INPUT MATERIAL:
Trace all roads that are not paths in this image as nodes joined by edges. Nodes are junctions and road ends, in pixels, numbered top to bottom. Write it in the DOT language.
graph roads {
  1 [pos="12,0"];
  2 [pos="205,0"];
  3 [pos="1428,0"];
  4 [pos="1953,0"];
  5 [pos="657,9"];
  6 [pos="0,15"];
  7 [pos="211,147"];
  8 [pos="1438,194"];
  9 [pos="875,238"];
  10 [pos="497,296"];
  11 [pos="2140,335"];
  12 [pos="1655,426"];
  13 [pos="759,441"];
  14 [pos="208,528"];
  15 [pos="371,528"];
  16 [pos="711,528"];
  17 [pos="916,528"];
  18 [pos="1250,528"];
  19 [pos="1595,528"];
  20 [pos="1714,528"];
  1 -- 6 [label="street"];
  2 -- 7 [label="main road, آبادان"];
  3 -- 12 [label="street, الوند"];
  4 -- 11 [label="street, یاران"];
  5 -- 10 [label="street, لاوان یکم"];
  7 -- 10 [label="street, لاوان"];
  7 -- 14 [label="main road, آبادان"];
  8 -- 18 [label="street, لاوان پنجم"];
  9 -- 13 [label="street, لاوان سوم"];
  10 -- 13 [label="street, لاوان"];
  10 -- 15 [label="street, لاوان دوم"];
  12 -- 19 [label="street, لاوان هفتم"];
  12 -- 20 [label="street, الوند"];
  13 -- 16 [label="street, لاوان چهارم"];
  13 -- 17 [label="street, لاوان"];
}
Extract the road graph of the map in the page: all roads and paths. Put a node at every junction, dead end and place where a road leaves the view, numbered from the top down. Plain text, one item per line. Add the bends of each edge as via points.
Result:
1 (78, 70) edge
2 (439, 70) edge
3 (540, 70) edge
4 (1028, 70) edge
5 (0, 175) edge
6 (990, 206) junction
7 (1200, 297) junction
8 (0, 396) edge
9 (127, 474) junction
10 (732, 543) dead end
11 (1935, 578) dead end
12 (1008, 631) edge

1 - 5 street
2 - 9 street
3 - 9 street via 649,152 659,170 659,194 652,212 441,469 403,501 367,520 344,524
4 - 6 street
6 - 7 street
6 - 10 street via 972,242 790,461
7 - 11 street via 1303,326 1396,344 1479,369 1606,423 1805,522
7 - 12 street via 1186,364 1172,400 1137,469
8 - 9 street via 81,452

TRY IT:
All of the data, start to finish: please output it exactly.

SOLUTION FOR THIS TASK:
Trace all roads that are not paths in this image as nodes joined by edges. Nodes are junctions and road ends, in pixels, numbered top to bottom. Write it in the DOT language.
graph roads {
  1 [pos="12,0"];
  2 [pos="205,0"];
  3 [pos="1428,0"];
  4 [pos="1953,0"];
  5 [pos="657,9"];
  6 [pos="0,15"];
  7 [pos="211,147"];
  8 [pos="1438,194"];
  9 [pos="875,238"];
  10 [pos="497,296"];
  11 [pos="2140,335"];
  12 [pos="1655,426"];
  13 [pos="759,441"];
  14 [pos="208,528"];
  15 [pos="371,528"];
  16 [pos="711,528"];
  17 [pos="916,528"];
  18 [pos="1250,528"];
  19 [pos="1595,528"];
  20 [pos="1714,528"];
  1 -- 6 [label="street"];
  2 -- 7 [label="main road, آبادان"];
  3 -- 12 [label="street, الوند"];
  4 -- 11 [label="street, یاران"];
  5 -- 10 [label="street, لاوان یکم"];
  7 -- 10 [label="street, لاوان"];
  7 -- 14 [label="main road, آبادان"];
  8 -- 18 [label="street, لاوان پنجم"];
  9 -- 13 [label="street, لاوان سوم"];
  10 -- 13 [label="street, لاوان"];
  10 -- 15 [label="street, لاوان دوم"];
  12 -- 19 [label="street, لاوان هفتم"];
  12 -- 20 [label="street, الوند"];
  13 -- 16 [label="street, لاوان چهارم"];
  13 -- 17 [label="street, لاوان"];
}
Extract the road graph of the map in the page: all roads and paths. Put a node at every junction, dead end and place where a road leaves the view, numbered from the top down. Plain text, one item per line. Add the bends of each edge as via points.
Result:
1 (78, 70) edge
2 (439, 70) edge
3 (540, 70) edge
4 (1028, 70) edge
5 (0, 175) edge
6 (990, 206) junction
7 (1200, 297) junction
8 (0, 396) edge
9 (127, 474) junction
10 (732, 543) dead end
11 (1935, 578) dead end
12 (1008, 631) edge

1 - 5 street
2 - 9 street
3 - 9 street via 649,152 659,170 659,194 652,212 441,469 403,501 367,520 344,524
4 - 6 street
6 - 7 street
6 - 10 street via 972,242 790,461
7 - 11 street via 1303,326 1396,344 1479,369 1606,423 1805,522
7 - 12 street via 1186,364 1172,400 1137,469
8 - 9 street via 81,452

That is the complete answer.